Could be bad year to hold the AI deer tag....

"ANTELOPE ISLAND - A large wildfire on Antelope Island exploded overnight, burning an estimated 7,000 acres."

http://www.ksl.com/?sid=40773582&nid=148&title=west-antelope-fire-grows-to-7000-acres


----------



## Fowlmouth (Oct 4, 2008)

Watched it burn last night from my home in Tooele.


----------



## #1DEER 1-I (Sep 10, 2007)

And I thought only federal land burned up?


----------



## HighNDry (Dec 26, 2007)

Up to 8000K now. I wonder if the state will ask for federal money to help fight it, and then federal money to replant it, and then federal money to cover all the costs. It's either that or up the fee to enter by $5.00 next year to compensate.


----------



## #1DEER 1-I (Sep 10, 2007)

HighNDry said:


> Up to 8000K now. I wonder if the state will ask for federal money to help fight it, and then federal money to replant it, and then federal money to cover all the costs. It's either that or up the fee to enter by $5.00 next year to compensate.


That, or sale it to someone to make it there own private peace of heaven. Almost 14,000 acres burned on an island that small? It must have been mismanaged, overgrown, and just a worthless wasteland...... At least that's the rhetoric we'd be told by state legislators if it was federal land.


----------



## sawsman (Sep 13, 2007)

Should be some good vegetation in the next couple of years.

.


----------



## LostLouisianian (Oct 11, 2010)

I think it would be a great year to hold the tag. The bucks will only be on half the island since the other half burned up and isn't going to have anything there to hold them


----------



## Finnegan (Sep 7, 2007)

I don't know much about AI, but it'll be interesting to see what develops in the aftermath.
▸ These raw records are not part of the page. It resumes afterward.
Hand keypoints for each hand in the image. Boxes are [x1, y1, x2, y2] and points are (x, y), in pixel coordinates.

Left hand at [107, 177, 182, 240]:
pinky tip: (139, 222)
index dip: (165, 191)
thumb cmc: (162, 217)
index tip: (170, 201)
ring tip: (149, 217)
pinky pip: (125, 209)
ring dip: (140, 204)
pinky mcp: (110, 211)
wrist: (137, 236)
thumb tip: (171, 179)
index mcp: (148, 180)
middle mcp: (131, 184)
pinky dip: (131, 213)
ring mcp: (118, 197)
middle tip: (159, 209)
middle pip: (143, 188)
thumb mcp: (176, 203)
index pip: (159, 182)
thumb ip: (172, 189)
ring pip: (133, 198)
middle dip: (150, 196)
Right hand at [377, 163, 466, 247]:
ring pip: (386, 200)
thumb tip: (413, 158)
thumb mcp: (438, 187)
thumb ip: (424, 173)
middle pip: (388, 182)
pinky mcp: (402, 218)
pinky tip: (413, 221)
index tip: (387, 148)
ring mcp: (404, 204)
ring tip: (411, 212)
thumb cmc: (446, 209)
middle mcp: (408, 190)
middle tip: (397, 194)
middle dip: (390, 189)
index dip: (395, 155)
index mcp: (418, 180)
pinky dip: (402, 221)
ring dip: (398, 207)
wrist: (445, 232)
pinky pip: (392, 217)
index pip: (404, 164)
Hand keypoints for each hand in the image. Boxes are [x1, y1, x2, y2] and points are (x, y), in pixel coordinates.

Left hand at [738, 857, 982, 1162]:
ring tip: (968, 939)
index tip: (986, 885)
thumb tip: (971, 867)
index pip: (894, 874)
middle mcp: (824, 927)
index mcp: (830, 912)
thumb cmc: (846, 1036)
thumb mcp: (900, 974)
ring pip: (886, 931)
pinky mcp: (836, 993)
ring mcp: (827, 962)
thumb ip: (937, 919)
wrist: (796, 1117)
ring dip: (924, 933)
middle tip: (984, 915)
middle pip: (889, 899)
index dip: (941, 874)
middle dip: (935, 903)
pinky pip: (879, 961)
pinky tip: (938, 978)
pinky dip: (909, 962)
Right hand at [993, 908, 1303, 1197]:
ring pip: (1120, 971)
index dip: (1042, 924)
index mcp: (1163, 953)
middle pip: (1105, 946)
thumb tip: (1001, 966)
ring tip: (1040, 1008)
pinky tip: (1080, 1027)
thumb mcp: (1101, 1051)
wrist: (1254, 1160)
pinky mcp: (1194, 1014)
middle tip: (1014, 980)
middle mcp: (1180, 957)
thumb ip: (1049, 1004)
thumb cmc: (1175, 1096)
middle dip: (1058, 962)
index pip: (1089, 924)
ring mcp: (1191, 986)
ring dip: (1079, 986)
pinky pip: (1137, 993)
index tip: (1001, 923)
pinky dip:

Since mobility is restricted, can wildlife cope with the loss of so much forage? Will a bunch of animals need to be transplanted elsewhere? Or will some sort of supplemental feeding be required until next spring?

When spring comes, can habitat mitigation be funded and implemented to prevent the cheatgrass that's sure to come? Or will the state change the name to Chukar Island?


----------



## Critter (Mar 20, 2010)

The grasses and foliage will be coming back as soon as there are some rains, and some even sooner


----------